3. Grimace painfully while smacking your forehead and yell: "Shut up, damm it, all of you just shut UP!"
4. Whistle the first seven notes of "It's a small world afterall" incessantly.
5. Sell Girl Scout cookies
6. If anyone brushes against you, recoil and holler "Bad touch! Bad touch!"
7. Shave.
8. Crack open your flightcase and, while peering inside ask;" Got enough air in there?"
9. Offer name tags to every flight crew member. wear yours upside down.
10. Stare emotionless at the circuit breaker panel and not say anything.
11. When parked at the gate pull and yank at the door and act embarrassed when it opens to the outside.
12. Lean over to the FO and whisper; "Noogie patrol coming!"
13. Greet everyone on the fiightdeck and ask them to call you Admiral.
14. One word: "Flatulence"!
15. At FL 350 tell them you're getting dizzy and ask if they can open a window.
16. While buckled up, do Thai Chi exercises.
17. Stare and grin at the flight attendants for awhile and then say: "I've got new socks on."
18. While taxiing moan "Oh no, not now, damn motion sickness"
19. Give religious tracts to each crewmember.
20. Meow occasionaly.
21. Bet the captain you can fit a quarter in your nose.
22. Frown and mutter: "gotta go ,gotta go!", then sigh and say "oops".
23. Show passengers a wound and ask if it looks infected.
24. Sing "Mary had a little lamb" while pushing buttons on the overhead panel.
25. Holler: "Touchdown" when landing.
26. Walk on with a cooler that says "Human Body Parts" on the side.
27. Stare at the FE and say: "You're one of them".
28. Burp and say: "mmm tasty!"
29. Stare at your thumb and say: "I think it's getting larger."
30. Ask the crew if you can push some buttons for them.
31. Wear a hand puppet and talk to other people "through" it.
32. Start a sing-along.
33. When the cockpit is silent ask: "Is that the TCAS going off?".
34. Practice your harmonica.
35. Shadow box in the jet way.
36. Say: "Ding" when reaching each assigned flight level.

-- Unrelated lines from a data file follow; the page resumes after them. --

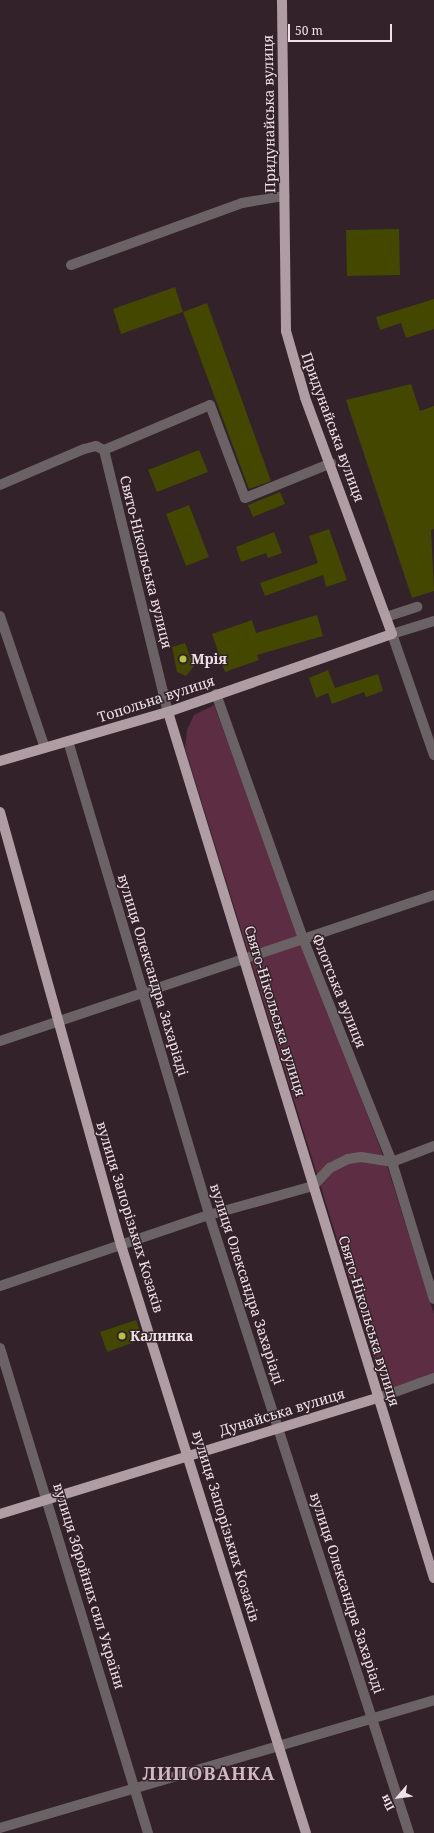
<!DOCTYPE html>
<html>
<head>
<meta charset="utf-8">
<style>
  body { margin:0 }
  #map { position:relative; width:434px; height:1833px; overflow:hidden; background:#332229; font-family:"Noto Serif",serif }
  div>[style] { position:absolute }
  [style*='--x'] { left:calc(var(--x)*1px); top:calc(var(--y)*1px); width:calc(var(--w)*1px); rotate:calc(var(--a)*1deg) }
  .green>* { inset:0; background:#5d2d44 }
  .building>* { inset:0; background:#434700 }
  .minor>* { height:10px; margin:-5px; padding:0 5px; transform-origin:5px; border-radius:5px; background:#6b6266 }
  .major>* { height:10px; margin:-5px; padding:0 5px; transform-origin:5px; border-radius:5px; background:#b09da4 }
  .dots>* { width:11px; height:11px; translate:-50% -50%; box-sizing:border-box; border:2px solid #332229; border-radius:50% }
  span { translate:-50% -50%; white-space:nowrap; text-align:center; line-height:1.15; -webkit-text-stroke:3px #332229; paint-order:stroke }
  .street-label { font-size:14px; color:#eee2e6 }
  .poi-label { font-size:14px; color:#eee2e6; font-weight:700 }
  .left { translate:0 -50%; text-align:left }
  .district-label { font-size:18px; color:#d1b9c3; font-weight:700; letter-spacing:1px }
  .north { position:absolute; left:378px; top:1777px; width:40px; height:40px; -webkit-text-stroke:3px #332229; paint-order:stroke; rotate:242deg; font-size:11px; font-weight:700; line-height:16px; text-align:center; color:#eee2e6 }
  .north::after { content:''; display:block; margin:auto; width:14px; height:18px; background:#eee2e6; clip-path:polygon(50% 0,100% 100%,50% 72%,0 100%) }
  .scale { position:absolute; left:288px; top:24px; width:104px; height:18px; box-sizing:border-box; border:2px solid #eee2e6; border-top:0; padding-left:5px; font-size:12px; line-height:14px; white-space:nowrap; color:#eee2e6; -webkit-text-stroke:3px #332229; paint-order:stroke }
</style>
</head>
<body>
<div id="map">
  <div class="green">
    <i style="clip-path:polygon(214px 705px,389px 1172px,434px 1314px,434px 1374px,393px 1387px,380px 1378px,185px 748px,187px 730px,194px 715px)"></i>
  </div>
  <div class="building">
    <i style="clip-path:polygon(399px 229px,400px 275px,347px 276px,346px 230px)"></i>
    <i style="clip-path:polygon(175px 287px,183px 312px,121px 334px,113px 309px)"></i>
    <i style="clip-path:polygon(434px 299px,434px 329px,406px 338px,401px 323px,380px 330px,376px 317px)"></i>
    <i style="clip-path:polygon(207px 303px,271px 481px,249px 489px,183px 312px)"></i>
    <i style="clip-path:polygon(411px 384px,420px 411px,434px 406px,434px 529px,431px 530px,434px 591px,412px 598px,346px 400px)"></i>
    <i style="clip-path:polygon(199px 450px,208px 472px,157px 492px,148px 470px)"></i>
    <i style="clip-path:polygon(280px 492px,285px 504px,253px 517px,248px 505px)"></i>
    <i style="clip-path:polygon(189px 505px,209px 557px,186px 566px,166px 514px)"></i>
    <i style="clip-path:polygon(329px 529px,347px 580px,326px 587px,323px 575px,265px 596px,260px 583px,318px 563px,309px 536px)"></i>
    <i style="clip-path:polygon(274px 532px,282px 553px,268px 558px,266px 553px,241px 562px,236px 547px)"></i>
    <i style="clip-path:polygon(317px 615px,323px 636px,257px 655px,259px 660px,225px 672px,212px 634px,252px 620px,256px 633px)"></i>
    <i style="clip-path:polygon(185px 643px,194px 666px,186px 676px,177px 672px,172px 647px)"></i>
    <i style="clip-path:polygon(328px 670px,335px 688px,378px 674px,383px 691px,366px 697px,364px 692px,332px 704px,328px 693px,316px 698px,309px 678px)"></i>
    <i style="clip-path:polygon(136px 1320px,143px 1339px,107px 1352px,100px 1332px)"></i>
  </div>
  <div class="minor">
    <i style="--x:71;--y:265;--w:182;--a:-19.9"></i>
    <i style="--x:242;--y:203;--w:43;--a:-9.5"></i>
    <i style="--x:104;--y:450;--w:115;--a:-23"></i>
    <i style="--x:210;--y:405;--w:99;--a:69.4"></i>
    <i style="--x:245;--y:498;--w:93;--a:-22.1"></i>
    <i style="--x:104;--y:450;--w:270;--a:76.3"></i>
    <i style="--x:0;--y:485;--w:91;--a:-23.2"></i>
    <i style="--x:84;--y:449;--w:12;--a:-14"></i>
    <i style="--x:96;--y:446;--w:9;--a:27"></i>
    <i style="--x:0;--y:616;--w:139;--a:71.2"></i>
    <i style="--x:386;--y:617;--w:33;--a:-18"></i>
    <i style="--x:434;--y:621;--w:44;--a:162.8"></i>
    <i style="--x:392;--y:634;--w:128;--a:70.9"></i>
    <i style="--x:216;--y:694;--w:257;--a:70.4"></i>
    <i style="--x:302;--y:936;--w:243;--a:68.3"></i>
    <i style="--x:392;--y:1162;--w:143;--a:73"></i>
    <i style="--x:68;--y:741;--w:495;--a:73.4"></i>
    <i style="--x:209;--y:1215;--w:650;--a:72.07"></i>
    <i style="--x:0;--y:1041;--w:458;--a:-18.6"></i>
    <i style="--x:0;--y:1286;--w:221;--a:-18.8"></i>
    <i style="--x:209;--y:1215;--w:108;--a:-15.6"></i>
    <i style="--x:313;--y:1186;--w:25;--a:-47"></i>
    <i style="--x:330;--y:1168;--w:20;--a:-27"></i>
    <i style="--x:348;--y:1159;--w:13;--a:-9"></i>
    <i style="--x:361;--y:1157;--w:31;--a:9"></i>
    <i style="--x:392;--y:1162;--w:45;--a:-20.9"></i>
    <i style="--x:0;--y:1348;--w:507;--a:73.03"></i>
    <i style="--x:378;--y:1398;--w:59;--a:-19.7"></i>
    <i style="--x:0;--y:1828;--w:452;--a:-16.4"></i>
  </div>
  <div class="major">
    <i style="--x:168;--y:712;--w:906;--a:72.93"></i>
    <i style="--x:0;--y:761;--w:175;--a:-16.3"></i>
    <i style="--x:168;--y:712;--w:237;--a:-19.2"></i>
    <i style="--x:392;--y:634;--w:252;--a:-110.2"></i>
    <i style="--x:305;--y:397;--w:69;--a:-106.1"></i>
    <i style="--x:286;--y:331;--w:331;--a:-90.7"></i>
    <i style="--x:0;--y:812;--w:450;--a:74.4"></i>
    <i style="--x:121;--y:1245;--w:616;--a:72.54"></i>
    <i style="--x:0;--y:1514;--w:395;--a:-17.1"></i>
  </div>
  <div class="dots">
    <i style="left:183px;top:659px;background:#b8c147"></i>
    <i style="left:122px;top:1336px;background:#b8c147"></i>
  </div>
  <div class="street-label">
    <span style="left:269px;top:114px;rotate:-91deg">Придунайська вулиця</span>
    <span style="left:333px;top:427px;rotate:70deg">Придунайська вулиця</span>
    <span style="left:146px;top:562px;rotate:76deg">Свято-Нікольська вулиця</span>
    <span style="left:156px;top:699px;rotate:-18deg">Топольна вулиця</span>
    <span style="left:153px;top:975px;rotate:73deg">вулиця Олександра Захаріаді</span>
    <span style="left:339px;top:991px;rotate:68deg">Флотська вулиця</span>
    <span style="left:275px;top:1011px;rotate:73deg">Свято-Нікольська вулиця</span>
    <span style="left:130px;top:1217px;rotate:73deg">вулиця Запорізьких Козаків</span>
    <span style="left:247px;top:1284px;rotate:72deg">вулиця Олександра Захаріаді</span>
    <span style="left:369px;top:1321px;rotate:73deg">Свято-Нікольська вулиця</span>
    <span style="left:282px;top:1412px;rotate:-17deg">Дунайська вулиця</span>
    <span style="left:226px;top:1526px;rotate:73deg">вулиця Запорізьких Козаків</span>
    <span style="left:89px;top:1586px;rotate:73deg">вулиця Збройних сил України</span>
    <span style="left:347px;top:1593px;rotate:72deg">вулиця Олександра Захаріаді</span>
  </div>
  <div class="poi-label">
    <span class="left" style="left:191px;top:659px">Мрія</span>
    <span class="left" style="left:130px;top:1336px">Калинка</span>
  </div>
  <div class="district-label">
    <span style="left:209px;top:1773px">ЛИПОВАНКА</span>
  </div>
  <div class="north">Пн</div>
  <div class="scale">50 m</div>
</div>
</body>
</html>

37. Wear X ray specs and leer suggestive at the flight attendants.
38. Say: " I wonder what this will do" and pull the cabin oxygen emergency switch.
39. Listen to the walls with a stehoscope.

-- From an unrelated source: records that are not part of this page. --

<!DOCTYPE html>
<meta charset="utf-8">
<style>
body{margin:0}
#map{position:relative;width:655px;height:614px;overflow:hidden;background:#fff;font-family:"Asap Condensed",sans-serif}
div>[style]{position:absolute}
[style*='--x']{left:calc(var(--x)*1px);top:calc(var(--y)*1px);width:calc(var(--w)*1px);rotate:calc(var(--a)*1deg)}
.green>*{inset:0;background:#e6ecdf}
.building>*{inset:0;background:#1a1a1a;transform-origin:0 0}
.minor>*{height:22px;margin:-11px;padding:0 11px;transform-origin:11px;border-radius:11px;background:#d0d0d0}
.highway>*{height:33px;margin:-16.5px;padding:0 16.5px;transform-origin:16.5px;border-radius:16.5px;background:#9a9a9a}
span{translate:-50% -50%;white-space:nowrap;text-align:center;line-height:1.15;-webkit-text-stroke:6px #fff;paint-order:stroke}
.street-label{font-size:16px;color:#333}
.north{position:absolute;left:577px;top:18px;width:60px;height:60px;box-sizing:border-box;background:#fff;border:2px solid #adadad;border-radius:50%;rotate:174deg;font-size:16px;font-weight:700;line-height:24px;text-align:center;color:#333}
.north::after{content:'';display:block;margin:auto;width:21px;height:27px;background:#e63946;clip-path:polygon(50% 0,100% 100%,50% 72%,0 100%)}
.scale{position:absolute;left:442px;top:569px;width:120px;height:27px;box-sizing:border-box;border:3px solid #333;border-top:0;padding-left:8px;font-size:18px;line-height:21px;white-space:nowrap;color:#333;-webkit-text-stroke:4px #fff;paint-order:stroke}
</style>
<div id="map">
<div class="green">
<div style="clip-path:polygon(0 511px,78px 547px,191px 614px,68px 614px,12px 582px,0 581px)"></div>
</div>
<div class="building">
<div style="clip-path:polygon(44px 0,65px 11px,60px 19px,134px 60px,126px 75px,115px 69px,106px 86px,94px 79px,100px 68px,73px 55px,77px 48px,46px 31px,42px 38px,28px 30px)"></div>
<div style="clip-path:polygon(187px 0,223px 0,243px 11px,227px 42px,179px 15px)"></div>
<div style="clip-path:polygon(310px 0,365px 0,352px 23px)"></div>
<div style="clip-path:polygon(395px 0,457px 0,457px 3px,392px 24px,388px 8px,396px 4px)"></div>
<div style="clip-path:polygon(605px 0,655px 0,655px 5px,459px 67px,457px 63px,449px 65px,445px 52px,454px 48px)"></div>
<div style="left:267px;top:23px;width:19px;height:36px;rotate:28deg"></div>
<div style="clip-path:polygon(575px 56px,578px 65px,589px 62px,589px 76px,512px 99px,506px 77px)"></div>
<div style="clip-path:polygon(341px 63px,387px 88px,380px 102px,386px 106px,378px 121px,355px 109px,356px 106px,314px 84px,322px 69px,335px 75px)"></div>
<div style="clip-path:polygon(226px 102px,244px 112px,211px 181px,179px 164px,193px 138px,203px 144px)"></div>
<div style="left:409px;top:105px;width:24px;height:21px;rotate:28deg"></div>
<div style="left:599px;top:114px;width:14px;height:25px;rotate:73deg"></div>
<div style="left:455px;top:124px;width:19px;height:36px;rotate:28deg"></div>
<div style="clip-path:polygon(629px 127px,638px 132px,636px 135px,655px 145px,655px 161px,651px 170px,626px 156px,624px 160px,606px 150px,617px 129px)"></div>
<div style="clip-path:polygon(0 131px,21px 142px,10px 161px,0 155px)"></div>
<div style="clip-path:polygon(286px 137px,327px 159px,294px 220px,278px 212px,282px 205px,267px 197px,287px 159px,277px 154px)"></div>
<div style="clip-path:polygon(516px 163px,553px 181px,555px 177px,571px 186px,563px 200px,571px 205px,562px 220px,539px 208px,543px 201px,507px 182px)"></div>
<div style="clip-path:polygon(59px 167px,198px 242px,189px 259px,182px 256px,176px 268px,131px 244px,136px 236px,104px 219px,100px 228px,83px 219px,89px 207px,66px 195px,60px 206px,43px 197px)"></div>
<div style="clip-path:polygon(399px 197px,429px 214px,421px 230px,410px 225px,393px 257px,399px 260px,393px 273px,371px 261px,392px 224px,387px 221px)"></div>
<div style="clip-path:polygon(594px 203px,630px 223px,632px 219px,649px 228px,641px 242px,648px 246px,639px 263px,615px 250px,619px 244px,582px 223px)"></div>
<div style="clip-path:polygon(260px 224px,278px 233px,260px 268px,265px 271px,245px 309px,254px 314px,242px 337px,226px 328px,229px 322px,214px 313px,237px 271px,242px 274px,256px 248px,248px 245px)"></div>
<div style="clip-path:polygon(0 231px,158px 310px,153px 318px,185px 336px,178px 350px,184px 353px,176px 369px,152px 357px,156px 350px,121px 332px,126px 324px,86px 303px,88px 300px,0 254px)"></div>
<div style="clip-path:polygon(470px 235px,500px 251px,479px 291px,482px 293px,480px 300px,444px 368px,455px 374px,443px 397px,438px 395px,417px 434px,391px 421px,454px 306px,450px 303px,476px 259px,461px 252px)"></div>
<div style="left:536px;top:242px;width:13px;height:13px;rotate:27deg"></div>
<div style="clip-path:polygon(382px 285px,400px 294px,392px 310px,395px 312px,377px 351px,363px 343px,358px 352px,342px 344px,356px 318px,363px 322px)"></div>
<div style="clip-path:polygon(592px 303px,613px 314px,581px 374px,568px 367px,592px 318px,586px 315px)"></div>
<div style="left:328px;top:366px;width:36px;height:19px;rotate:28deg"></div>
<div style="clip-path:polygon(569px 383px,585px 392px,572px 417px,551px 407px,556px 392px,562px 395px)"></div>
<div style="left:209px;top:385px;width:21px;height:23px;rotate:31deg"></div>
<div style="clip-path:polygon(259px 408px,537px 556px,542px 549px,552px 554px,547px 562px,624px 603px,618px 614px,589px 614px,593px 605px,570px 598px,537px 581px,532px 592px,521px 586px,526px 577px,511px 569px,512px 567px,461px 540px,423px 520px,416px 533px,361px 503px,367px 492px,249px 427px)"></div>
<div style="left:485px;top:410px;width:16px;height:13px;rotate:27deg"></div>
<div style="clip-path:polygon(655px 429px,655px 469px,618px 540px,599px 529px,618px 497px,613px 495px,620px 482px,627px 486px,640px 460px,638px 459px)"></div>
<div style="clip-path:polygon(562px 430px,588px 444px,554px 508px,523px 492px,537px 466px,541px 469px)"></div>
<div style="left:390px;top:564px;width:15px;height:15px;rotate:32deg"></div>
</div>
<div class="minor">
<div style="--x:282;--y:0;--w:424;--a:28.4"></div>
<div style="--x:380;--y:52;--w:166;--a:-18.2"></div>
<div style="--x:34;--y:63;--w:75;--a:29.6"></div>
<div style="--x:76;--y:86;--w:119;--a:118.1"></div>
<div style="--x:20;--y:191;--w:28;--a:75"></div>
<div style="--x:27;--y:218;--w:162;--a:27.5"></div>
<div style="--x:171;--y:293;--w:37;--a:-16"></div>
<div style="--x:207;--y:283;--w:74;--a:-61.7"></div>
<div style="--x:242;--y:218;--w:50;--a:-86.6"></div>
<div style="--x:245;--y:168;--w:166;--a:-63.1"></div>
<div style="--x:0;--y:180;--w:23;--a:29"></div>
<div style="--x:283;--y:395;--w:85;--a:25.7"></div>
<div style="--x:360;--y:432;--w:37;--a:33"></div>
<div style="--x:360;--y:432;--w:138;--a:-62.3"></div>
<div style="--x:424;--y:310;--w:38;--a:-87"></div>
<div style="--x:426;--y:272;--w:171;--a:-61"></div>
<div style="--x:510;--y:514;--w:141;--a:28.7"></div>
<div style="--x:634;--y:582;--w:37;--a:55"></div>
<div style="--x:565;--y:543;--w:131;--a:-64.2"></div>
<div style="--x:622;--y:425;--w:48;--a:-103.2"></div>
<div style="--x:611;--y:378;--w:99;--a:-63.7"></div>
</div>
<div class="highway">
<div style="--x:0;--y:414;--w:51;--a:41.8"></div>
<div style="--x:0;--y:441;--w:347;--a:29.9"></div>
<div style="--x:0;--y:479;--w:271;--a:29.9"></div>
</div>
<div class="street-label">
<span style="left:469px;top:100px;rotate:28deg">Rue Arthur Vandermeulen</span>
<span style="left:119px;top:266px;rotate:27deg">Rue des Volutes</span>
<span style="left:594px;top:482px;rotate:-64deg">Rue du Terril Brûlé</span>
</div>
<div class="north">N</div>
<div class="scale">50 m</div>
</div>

40. Make explosion sounds when somebody pushes a button.
41. Carry a blanket and clutch it protectively.
42. Chew on a bunch of peanuts and ask: " Wanna see wha in my mouf?"
43. Blow spit bubbles
44. Pull your gum out of your mouth in long strings
45. Announce with a demonic voice and rolling eyes: "I must find a more suitable host body".